→ **What you will do**: Below are some records; output exactly the lines from the line with "thumb ip: (156, 174)" to the line with "thumb ip: (983, 901)", both ends kept, and nothing more.

→ **Available data**:
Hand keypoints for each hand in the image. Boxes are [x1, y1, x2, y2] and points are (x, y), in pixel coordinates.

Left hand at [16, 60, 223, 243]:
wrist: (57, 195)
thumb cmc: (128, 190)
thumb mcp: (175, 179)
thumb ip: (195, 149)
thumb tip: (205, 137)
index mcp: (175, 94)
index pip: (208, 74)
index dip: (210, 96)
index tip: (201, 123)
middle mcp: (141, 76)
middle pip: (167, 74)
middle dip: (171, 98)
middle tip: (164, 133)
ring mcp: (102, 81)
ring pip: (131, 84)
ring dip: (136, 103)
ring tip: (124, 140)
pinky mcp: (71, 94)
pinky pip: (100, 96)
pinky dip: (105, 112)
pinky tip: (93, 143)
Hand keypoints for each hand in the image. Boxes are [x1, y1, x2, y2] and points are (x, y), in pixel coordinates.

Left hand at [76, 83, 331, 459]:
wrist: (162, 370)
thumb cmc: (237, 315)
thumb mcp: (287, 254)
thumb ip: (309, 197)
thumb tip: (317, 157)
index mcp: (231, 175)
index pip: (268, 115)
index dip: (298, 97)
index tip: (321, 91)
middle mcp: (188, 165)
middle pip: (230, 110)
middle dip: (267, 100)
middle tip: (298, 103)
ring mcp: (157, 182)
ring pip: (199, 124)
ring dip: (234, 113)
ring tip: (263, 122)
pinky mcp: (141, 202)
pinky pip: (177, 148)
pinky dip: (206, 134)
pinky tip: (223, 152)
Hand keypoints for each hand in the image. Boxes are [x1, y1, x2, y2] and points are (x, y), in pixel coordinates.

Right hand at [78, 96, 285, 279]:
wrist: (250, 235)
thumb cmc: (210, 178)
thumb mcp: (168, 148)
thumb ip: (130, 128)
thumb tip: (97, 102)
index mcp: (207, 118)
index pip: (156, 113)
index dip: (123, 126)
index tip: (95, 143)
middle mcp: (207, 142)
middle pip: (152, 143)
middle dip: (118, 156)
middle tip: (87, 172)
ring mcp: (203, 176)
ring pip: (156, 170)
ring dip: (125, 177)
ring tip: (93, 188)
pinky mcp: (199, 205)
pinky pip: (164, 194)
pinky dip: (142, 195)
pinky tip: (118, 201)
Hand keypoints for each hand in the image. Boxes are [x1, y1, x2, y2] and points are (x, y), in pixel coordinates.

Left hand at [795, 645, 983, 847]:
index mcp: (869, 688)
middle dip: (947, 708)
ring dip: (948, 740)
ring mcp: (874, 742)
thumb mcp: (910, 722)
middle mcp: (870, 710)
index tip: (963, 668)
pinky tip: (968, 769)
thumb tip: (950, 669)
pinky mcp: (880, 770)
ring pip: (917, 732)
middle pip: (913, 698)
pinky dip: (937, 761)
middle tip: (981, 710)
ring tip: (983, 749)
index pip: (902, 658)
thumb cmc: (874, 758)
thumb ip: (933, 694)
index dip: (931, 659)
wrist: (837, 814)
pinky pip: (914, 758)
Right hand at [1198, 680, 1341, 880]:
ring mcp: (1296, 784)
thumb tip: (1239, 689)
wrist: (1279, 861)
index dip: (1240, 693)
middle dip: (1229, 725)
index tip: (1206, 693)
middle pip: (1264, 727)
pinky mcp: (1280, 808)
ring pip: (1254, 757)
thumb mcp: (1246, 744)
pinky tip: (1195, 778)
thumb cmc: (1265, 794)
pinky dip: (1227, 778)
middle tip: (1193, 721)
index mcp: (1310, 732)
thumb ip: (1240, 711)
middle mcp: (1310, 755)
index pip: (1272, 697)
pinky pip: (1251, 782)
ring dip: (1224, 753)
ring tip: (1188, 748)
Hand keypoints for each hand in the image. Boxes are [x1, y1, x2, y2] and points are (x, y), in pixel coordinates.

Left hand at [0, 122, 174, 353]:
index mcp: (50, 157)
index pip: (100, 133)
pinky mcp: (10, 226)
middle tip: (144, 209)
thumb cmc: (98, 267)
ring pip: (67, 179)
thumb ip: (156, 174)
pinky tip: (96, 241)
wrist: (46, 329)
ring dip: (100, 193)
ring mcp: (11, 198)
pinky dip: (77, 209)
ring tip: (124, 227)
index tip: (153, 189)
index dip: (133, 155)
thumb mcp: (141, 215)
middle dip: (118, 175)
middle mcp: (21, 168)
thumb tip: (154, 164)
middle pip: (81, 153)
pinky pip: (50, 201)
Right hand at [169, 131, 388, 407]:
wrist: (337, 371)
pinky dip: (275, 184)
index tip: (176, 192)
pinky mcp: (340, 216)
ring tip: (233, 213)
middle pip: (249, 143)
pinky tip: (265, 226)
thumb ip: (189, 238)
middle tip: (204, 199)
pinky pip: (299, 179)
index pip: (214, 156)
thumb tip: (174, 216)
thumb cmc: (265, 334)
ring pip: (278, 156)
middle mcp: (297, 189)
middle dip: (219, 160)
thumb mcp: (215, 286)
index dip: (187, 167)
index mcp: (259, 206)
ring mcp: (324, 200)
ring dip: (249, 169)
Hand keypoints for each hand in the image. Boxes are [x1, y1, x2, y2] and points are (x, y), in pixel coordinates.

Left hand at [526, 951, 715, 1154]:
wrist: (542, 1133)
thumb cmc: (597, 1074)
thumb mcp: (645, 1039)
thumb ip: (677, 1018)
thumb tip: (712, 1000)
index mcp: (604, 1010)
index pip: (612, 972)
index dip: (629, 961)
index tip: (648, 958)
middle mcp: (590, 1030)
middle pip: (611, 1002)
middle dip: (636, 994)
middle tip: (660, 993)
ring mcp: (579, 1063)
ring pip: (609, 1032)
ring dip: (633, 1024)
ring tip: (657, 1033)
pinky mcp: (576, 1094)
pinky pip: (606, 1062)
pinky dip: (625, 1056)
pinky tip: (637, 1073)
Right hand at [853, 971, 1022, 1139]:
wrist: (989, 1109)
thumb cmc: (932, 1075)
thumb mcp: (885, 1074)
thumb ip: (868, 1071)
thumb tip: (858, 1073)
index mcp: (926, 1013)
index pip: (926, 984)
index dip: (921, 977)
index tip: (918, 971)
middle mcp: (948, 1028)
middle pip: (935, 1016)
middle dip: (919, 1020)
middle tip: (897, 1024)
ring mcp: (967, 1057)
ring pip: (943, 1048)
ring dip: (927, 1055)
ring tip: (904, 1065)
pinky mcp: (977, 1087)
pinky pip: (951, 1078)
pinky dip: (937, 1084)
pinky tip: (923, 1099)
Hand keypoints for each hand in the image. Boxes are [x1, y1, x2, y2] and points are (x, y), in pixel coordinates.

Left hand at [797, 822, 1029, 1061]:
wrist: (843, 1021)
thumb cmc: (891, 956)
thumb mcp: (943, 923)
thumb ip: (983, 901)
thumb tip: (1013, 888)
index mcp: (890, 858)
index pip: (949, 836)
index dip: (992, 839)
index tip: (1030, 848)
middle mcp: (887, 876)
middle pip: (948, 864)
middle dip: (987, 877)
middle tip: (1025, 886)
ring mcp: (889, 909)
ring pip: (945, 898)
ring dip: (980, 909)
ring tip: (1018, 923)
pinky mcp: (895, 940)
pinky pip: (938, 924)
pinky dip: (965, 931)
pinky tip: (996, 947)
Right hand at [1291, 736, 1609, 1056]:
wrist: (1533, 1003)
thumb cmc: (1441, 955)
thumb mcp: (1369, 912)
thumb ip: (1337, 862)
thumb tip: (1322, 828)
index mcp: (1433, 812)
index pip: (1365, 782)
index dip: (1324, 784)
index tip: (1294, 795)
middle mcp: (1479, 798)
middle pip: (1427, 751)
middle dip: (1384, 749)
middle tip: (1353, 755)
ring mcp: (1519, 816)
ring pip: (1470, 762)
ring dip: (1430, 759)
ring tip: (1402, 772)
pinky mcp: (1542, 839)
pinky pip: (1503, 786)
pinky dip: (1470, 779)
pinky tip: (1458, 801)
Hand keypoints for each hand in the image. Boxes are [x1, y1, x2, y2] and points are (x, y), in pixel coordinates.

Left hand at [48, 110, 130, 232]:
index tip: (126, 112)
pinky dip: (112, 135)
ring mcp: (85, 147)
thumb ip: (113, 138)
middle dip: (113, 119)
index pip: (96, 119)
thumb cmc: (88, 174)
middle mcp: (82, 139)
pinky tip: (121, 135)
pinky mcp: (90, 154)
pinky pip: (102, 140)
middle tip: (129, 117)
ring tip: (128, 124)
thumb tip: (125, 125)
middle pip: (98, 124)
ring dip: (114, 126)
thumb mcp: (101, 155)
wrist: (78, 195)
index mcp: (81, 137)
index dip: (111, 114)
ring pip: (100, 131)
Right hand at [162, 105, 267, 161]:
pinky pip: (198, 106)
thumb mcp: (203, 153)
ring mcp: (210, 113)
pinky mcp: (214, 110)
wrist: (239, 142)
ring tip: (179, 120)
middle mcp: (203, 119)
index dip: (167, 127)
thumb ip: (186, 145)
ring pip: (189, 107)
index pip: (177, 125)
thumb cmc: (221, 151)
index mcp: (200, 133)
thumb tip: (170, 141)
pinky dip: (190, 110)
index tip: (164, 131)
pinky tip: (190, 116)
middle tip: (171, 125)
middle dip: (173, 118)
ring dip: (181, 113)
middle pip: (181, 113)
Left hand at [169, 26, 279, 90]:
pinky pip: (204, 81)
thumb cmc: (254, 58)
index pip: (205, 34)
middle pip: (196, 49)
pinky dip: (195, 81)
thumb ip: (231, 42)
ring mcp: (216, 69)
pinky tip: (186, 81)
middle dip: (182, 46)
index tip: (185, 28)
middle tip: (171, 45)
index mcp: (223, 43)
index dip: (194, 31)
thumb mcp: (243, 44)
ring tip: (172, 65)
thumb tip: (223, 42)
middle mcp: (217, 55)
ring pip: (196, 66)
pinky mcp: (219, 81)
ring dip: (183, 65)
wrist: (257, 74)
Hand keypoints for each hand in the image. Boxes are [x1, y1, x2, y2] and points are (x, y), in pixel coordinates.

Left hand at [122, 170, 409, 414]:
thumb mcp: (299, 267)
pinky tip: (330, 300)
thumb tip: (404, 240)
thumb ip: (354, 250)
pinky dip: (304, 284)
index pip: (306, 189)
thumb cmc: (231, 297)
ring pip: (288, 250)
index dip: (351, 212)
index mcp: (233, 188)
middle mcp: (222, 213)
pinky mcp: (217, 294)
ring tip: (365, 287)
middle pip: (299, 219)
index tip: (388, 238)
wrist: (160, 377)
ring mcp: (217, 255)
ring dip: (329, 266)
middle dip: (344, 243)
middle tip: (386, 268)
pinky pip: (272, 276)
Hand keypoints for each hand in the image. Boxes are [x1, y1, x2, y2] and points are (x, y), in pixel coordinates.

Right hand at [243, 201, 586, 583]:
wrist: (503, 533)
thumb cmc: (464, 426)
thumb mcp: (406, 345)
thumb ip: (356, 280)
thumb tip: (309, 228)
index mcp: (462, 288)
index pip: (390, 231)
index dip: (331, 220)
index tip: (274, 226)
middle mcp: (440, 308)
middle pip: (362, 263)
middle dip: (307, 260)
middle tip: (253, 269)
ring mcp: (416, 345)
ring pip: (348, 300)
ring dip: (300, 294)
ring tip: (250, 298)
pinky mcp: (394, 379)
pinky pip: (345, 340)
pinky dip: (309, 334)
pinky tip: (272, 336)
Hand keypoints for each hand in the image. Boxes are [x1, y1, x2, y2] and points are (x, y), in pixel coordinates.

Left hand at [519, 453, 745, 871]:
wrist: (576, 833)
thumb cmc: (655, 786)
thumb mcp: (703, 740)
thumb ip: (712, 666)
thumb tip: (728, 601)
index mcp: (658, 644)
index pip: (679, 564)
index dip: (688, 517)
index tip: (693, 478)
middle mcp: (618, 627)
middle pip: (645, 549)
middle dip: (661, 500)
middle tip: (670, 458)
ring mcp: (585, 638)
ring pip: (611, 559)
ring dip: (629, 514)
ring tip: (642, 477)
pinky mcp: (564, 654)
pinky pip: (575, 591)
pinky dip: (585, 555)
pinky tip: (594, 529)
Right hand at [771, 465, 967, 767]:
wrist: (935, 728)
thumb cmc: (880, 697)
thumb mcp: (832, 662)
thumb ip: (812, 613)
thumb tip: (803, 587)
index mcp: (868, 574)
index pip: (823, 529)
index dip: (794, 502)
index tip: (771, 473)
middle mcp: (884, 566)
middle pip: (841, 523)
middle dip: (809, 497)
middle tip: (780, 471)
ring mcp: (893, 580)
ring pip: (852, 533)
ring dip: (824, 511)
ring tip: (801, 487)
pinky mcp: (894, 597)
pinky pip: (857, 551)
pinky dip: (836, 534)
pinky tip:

→ **Output of the task**:
thumb ip: (156, 174)
pinky tip: (96, 241)
wrist: (46, 329)
ring dip: (100, 193)
ring mcp: (11, 198)
pinky dip: (77, 209)
ring tip: (124, 227)
index tip: (153, 189)
index dip: (133, 155)
thumb mcp: (141, 215)
middle dip: (118, 175)
middle mcp: (21, 168)
thumb tip: (154, 164)
middle pip: (81, 153)
pinky pip: (50, 201)
Right hand at [169, 131, 388, 407]:
wrist: (337, 371)
pinky dip: (275, 184)
index tip: (176, 192)
pinky mcp: (340, 216)
ring tip: (233, 213)
middle pip: (249, 143)
pinky tip: (265, 226)
thumb ip: (189, 238)
middle tip: (204, 199)
pinky pip: (299, 179)
index pip: (214, 156)
thumb tip: (174, 216)
thumb cmc: (265, 334)
ring pip: (278, 156)
middle mcp: (297, 189)
middle dip: (219, 160)
thumb mcp: (215, 286)
index dip: (187, 167)
index mcp: (259, 206)
ring mcp: (324, 200)
ring dip: (249, 169)
Hand keypoints for each hand in the image. Boxes are [x1, y1, x2, y2] and points are (x, y), in pixel coordinates.

Left hand at [526, 951, 715, 1154]:
wrist: (542, 1133)
thumb cmc: (597, 1074)
thumb mcp: (645, 1039)
thumb ip: (677, 1018)
thumb tip: (712, 1000)
index mcp: (604, 1010)
index pip: (612, 972)
index dip: (629, 961)
index tip: (648, 958)
middle mcp: (590, 1030)
middle pip: (611, 1002)
middle dip: (636, 994)
middle tip: (660, 993)
ring mcp: (579, 1063)
ring pip: (609, 1032)
ring dip: (633, 1024)
ring tip: (657, 1033)
pinky mcp: (576, 1094)
pinky pip: (606, 1062)
pinky dip: (625, 1056)
pinky tip: (637, 1073)
Right hand at [853, 971, 1022, 1139]:
wrist: (989, 1109)
thumb cmc: (932, 1075)
thumb mcp: (885, 1074)
thumb ip: (868, 1071)
thumb tip: (858, 1073)
index mcp: (926, 1013)
index pip: (926, 984)
index dip: (921, 977)
index tip: (918, 971)
middle mcp: (948, 1028)
middle pip: (935, 1016)
middle dip: (919, 1020)
middle tip: (897, 1024)
ring mcp: (967, 1057)
ring pip: (943, 1048)
ring dip: (927, 1055)
ring tip: (904, 1065)
pinky mcp: (977, 1087)
pinky pip: (951, 1078)
pinky dip: (937, 1084)
pinky tip: (923, 1099)
Hand keypoints for each hand in the image. Boxes are [x1, y1, x2, y2] and points are (x, y), in pixel coordinates.

Left hand at [797, 822, 1029, 1061]:
wrist: (843, 1021)
thumb cmc: (891, 956)
thumb mcp: (943, 923)
thumb ip: (983, 901)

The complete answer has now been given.